Both were serving life terms – Walker for second-degree murder in 1999 in Orange County, and Jenkins for first-degree murder in 1998 of a father of six in Orlando, the Orlando Sentinel said.

“There were court documents that said they could be released and so that is what the department used,” said Florida Department of Corrections spokeswoman Misty Cash.

But officials realized this week that the convicts should still be behind bars because “those documents were fraudulently modified,” Cash said.

State Attorney Jeff Ashton in Orlando revealed late Thursday that a third inmate, Jeffrey Forbes, serving a life sentence for attempted murder of a law enforcement officer, attempted a similar scheme last spring and is being prosecuted for forgery and attempted escape.

Before his plan could succeed, Forbes was caught by chance by a case detective who happened to be searching prison databases for felons he helped convict, and spotted Forbes’ bogus sentence reduction order.
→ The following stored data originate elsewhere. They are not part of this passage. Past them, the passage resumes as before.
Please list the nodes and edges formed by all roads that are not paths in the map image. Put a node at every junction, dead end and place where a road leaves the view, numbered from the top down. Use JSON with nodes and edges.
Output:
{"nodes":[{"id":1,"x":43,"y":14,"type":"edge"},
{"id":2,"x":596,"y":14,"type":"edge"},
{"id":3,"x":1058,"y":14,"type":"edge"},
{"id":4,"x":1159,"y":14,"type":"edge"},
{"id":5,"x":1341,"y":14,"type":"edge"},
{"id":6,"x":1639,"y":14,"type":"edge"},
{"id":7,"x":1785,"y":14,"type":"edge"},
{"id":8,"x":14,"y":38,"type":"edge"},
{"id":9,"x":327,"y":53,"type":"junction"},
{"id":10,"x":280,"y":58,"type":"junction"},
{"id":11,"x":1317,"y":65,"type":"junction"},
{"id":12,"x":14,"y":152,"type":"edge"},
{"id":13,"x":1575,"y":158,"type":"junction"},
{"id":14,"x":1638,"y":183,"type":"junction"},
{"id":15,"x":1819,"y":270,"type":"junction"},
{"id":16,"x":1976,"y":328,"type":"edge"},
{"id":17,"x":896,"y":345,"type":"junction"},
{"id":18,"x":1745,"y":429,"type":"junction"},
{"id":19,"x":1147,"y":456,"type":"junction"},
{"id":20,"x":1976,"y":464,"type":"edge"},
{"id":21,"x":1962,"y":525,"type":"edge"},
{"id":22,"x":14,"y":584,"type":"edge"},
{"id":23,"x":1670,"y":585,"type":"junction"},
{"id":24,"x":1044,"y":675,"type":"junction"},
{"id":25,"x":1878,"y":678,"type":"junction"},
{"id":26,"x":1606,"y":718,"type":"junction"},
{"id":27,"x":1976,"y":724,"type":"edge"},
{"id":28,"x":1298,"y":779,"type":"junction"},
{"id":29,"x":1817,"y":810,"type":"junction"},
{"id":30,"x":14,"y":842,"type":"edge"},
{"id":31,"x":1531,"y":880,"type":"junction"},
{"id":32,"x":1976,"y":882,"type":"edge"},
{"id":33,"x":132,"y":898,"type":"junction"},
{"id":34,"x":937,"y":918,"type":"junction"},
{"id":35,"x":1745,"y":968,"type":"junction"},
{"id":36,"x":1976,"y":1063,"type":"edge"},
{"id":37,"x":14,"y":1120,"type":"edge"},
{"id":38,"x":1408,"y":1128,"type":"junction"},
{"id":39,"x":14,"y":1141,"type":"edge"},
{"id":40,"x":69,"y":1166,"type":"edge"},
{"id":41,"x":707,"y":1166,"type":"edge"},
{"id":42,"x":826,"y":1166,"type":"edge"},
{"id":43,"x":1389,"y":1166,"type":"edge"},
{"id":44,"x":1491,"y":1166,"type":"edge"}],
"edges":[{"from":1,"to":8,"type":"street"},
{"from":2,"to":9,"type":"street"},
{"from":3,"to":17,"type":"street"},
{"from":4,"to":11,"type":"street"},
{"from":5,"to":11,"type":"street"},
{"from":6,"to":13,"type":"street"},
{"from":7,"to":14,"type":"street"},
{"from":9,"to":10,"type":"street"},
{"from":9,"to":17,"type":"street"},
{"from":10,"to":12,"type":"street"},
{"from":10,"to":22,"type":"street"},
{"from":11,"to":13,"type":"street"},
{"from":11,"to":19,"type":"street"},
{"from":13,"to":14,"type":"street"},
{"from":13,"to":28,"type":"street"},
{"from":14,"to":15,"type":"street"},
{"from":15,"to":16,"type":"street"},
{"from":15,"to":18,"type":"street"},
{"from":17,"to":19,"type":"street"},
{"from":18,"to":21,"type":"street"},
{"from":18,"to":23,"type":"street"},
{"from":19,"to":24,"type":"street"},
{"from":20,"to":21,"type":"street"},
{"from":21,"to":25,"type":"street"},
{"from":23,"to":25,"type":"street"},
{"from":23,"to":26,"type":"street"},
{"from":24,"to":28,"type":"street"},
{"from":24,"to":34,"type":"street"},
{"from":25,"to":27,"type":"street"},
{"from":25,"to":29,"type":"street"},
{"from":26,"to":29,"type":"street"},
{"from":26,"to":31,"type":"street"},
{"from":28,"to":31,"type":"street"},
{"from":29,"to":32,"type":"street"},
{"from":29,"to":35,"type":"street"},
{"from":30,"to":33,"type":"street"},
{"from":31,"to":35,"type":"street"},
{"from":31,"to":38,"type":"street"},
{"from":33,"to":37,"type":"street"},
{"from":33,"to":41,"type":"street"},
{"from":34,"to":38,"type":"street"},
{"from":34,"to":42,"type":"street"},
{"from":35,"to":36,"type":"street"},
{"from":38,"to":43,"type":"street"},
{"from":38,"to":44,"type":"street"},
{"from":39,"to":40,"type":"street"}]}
Ashton said he ordered his prosecutors on Thursday to check on all felons they sent to prison but found no other cases of forged sentence reduction orders.

“It is now clear that the use of forged court documents to obtain release from prison is an ongoing threat which all law enforcement, prosecutors, judges, court clerks and prison officials must address and stop,” Ashton wrote.

A court spokeswoman in Orange County, Florida, where Jenkins and Walker were convicted, said someone signed Judge Belvin Perry’s name on two official-looking documents granting their release. The faked court orders granted motions to correct illegal sentences for each inmate and cited case law in support of the reduced prison terms.

“Both documents were forged,” court spokeswoman Karen Levey said. “Judge Perry did not sign either release order. We don’t know how it happened.”

Perry gained national recognition when he presided over the 2011 trial of Casey Anthony, the young mother acquitted in the death of her 2-year-old daughter Caylee.

A spokeswoman for the Orange County clerk’s office said the paperwork passed through that department and was forwarded to the state corrections department.

The origin of the documents is unclear. The paperwork was not emailed to the clerk but may have been mailed or dropped off at the office, she said.

“We don’t know where it came from. It passed through here on its way to corrections,” clerk spokeswoman Leesa Bainbridge said.

The Florida Department of Law Enforcement is investigating the circumstances surrounding the inmates’ release, the Orange County Sheriff’s Office said.

At least one of the suspects might have returned to Orange County, the sheriff’s office said.

“Our main priority right now is public safety and making sure that these two guys are apprehended and put back where they’re supposed to be,” Cash said.